Em pouco mais de um ano, um engenheiro civil enviou mais de três mil mensagens escritas, algumas de carácter ofensivo, a um empresário, com quem a sua mulher teve um encontro profissional num restaurante, em Lisboa. O arguido, que foi condenado pelos Juízos Criminais do Porto ao pagamento de uma multa de quatro mil euros, pela prática de um crime de perturbação da paz e do sossego, viu agora o Tribunal da Relação confirmar a pena.



No total, entre o dia 18 de Julho de 2008 e 27 de Julho do 2009, o engenheiro, que trabalha numa empresa de construção civil, enviou um total de 3060 SMS. Durante este período, a vítima recebeu no telemóvel mensagens ofensivas – e, algumas, até iam em branco. Em tribunal, o arguido – que não tem antecedentes criminais, é casado com uma engenheira e tem uma filha de 10 anos – confessou parte do crime e reconheceu que a sua atitude não foi a melhor. Porém, nunca deu justificação para tal conduta.

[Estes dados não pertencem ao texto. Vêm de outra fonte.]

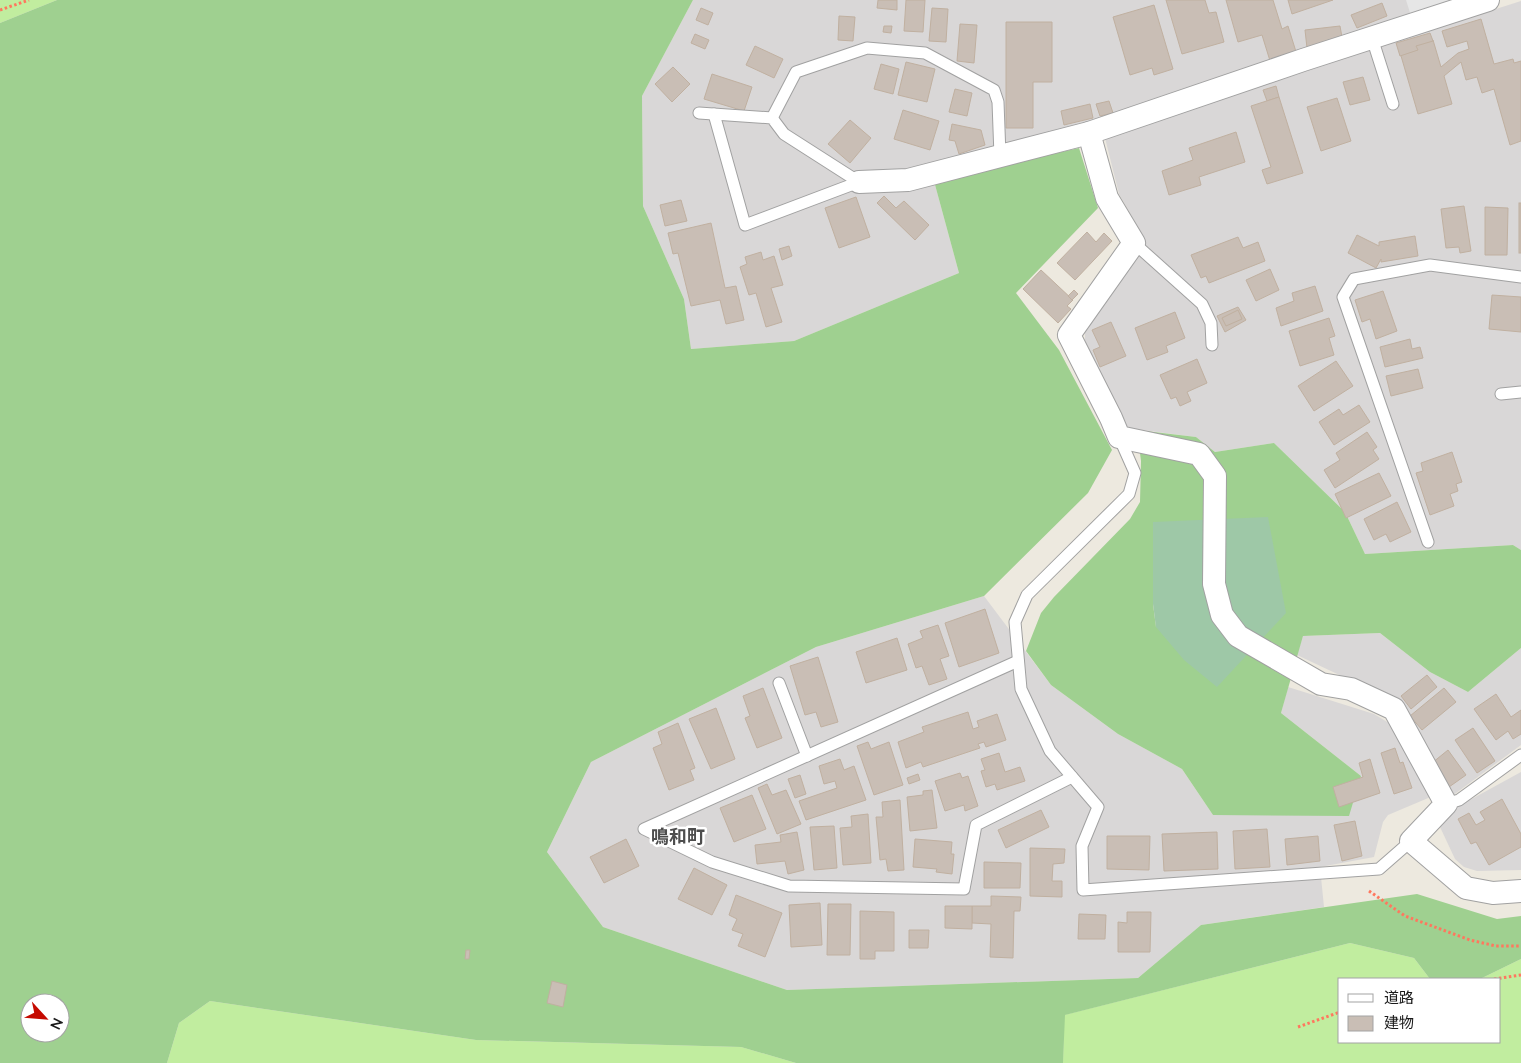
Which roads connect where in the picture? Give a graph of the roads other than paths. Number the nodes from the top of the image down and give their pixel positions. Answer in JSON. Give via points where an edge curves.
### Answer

"Foi bom para ti teres beijado a minha mulher?", referiu o engenheiro ciumento numa mensagem enviada a 18 de Julho de 2008. "Já explicou à sua mulher qual é a diferença entre uma relação comercial e uma relação extraconjugal? Ou prefere explicar isso em tribunal e ser acusado de assédio sexual?", escreveu, a 15 de Setembro do mesmo ano.

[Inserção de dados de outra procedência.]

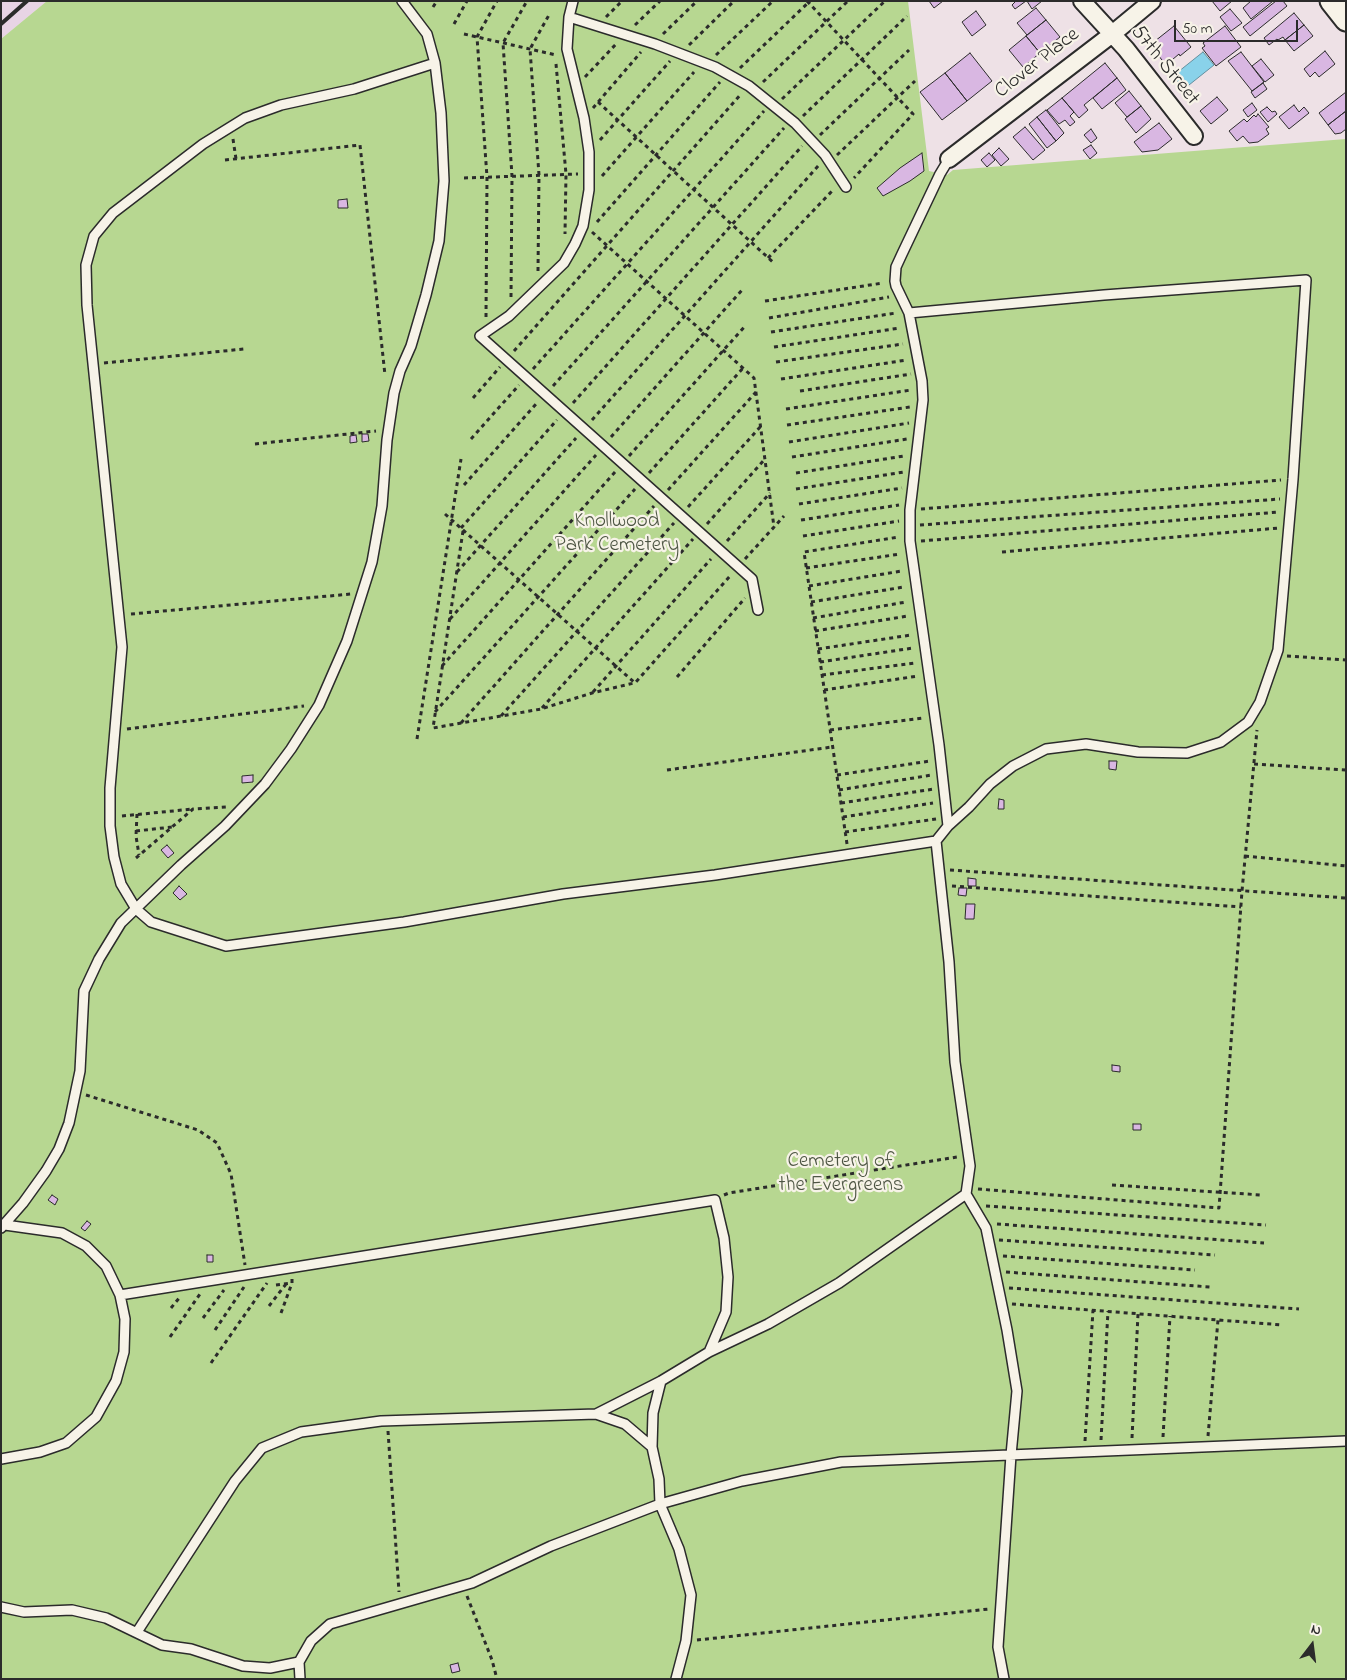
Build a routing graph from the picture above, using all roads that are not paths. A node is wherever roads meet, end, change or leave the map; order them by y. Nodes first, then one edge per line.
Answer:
1 (402, 1) edge
2 (573, 1) edge
3 (1082, 1) edge
4 (1152, 1) edge
5 (1331, 1) edge
6 (569, 17) junction
7 (1346, 20) edge
8 (1111, 35) junction
9 (435, 62) junction
10 (1194, 136) dead end
11 (949, 159) joint
12 (844, 184) road end
13 (909, 313) junction
14 (758, 610) dead end
15 (948, 826) junction
16 (936, 841) junction
17 (136, 909) junction
18 (967, 1191) junction
19 (3, 1226) edge
20 (120, 1295) junction
21 (709, 1352) junction
22 (661, 1381) junction
23 (596, 1414) junction
24 (1346, 1440) edge
25 (652, 1446) junction
26 (1011, 1455) junction
27 (1, 1459) edge
28 (660, 1504) junction
29 (1, 1607) edge
30 (137, 1632) junction
31 (299, 1662) junction
32 (300, 1679) edge
33 (676, 1679) edge
34 (1004, 1679) edge

1 - 9 lane
2 - 6 lane
3 - 8 street, 57th Street
4 - 8 street, Clover Place
5 - 7 street
6 - 12 lane
6 - 14 lane
8 - 10 street, 57th Street
8 - 11 street, Clover Place
9 - 17 lane
9 - 17 lane
11 - 13 lane
13 - 15 lane
13 - 15 lane
15 - 16 lane
16 - 17 lane
16 - 18 lane
17 - 19 lane
18 - 21 lane
18 - 26 lane
19 - 20 lane
20 - 21 lane
20 - 27 lane
21 - 22 lane
22 - 23 lane
22 - 25 lane
23 - 25 lane
23 - 30 lane
24 - 26 lane
25 - 28 lane
26 - 28 lane
26 - 34 lane
28 - 31 lane
28 - 33 lane
29 - 30 lane
30 - 31 lane
31 - 32 lane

Numa das SMS , enviada no dia do aniversário da vítima, o engenheiro escreveu: "Não poderia deixar de ser o primeiro a desejar um infeliz aniversário ao maior cobarde que ouvi falar."

Na decisão de confirmar a pena da primeira instância, o tribunal "não deixou de considerar, como circunstância agravante, o carácter muitíssimo persistente e reiterado da conduta do arguido", assinalaram os desembargadores no acórdão.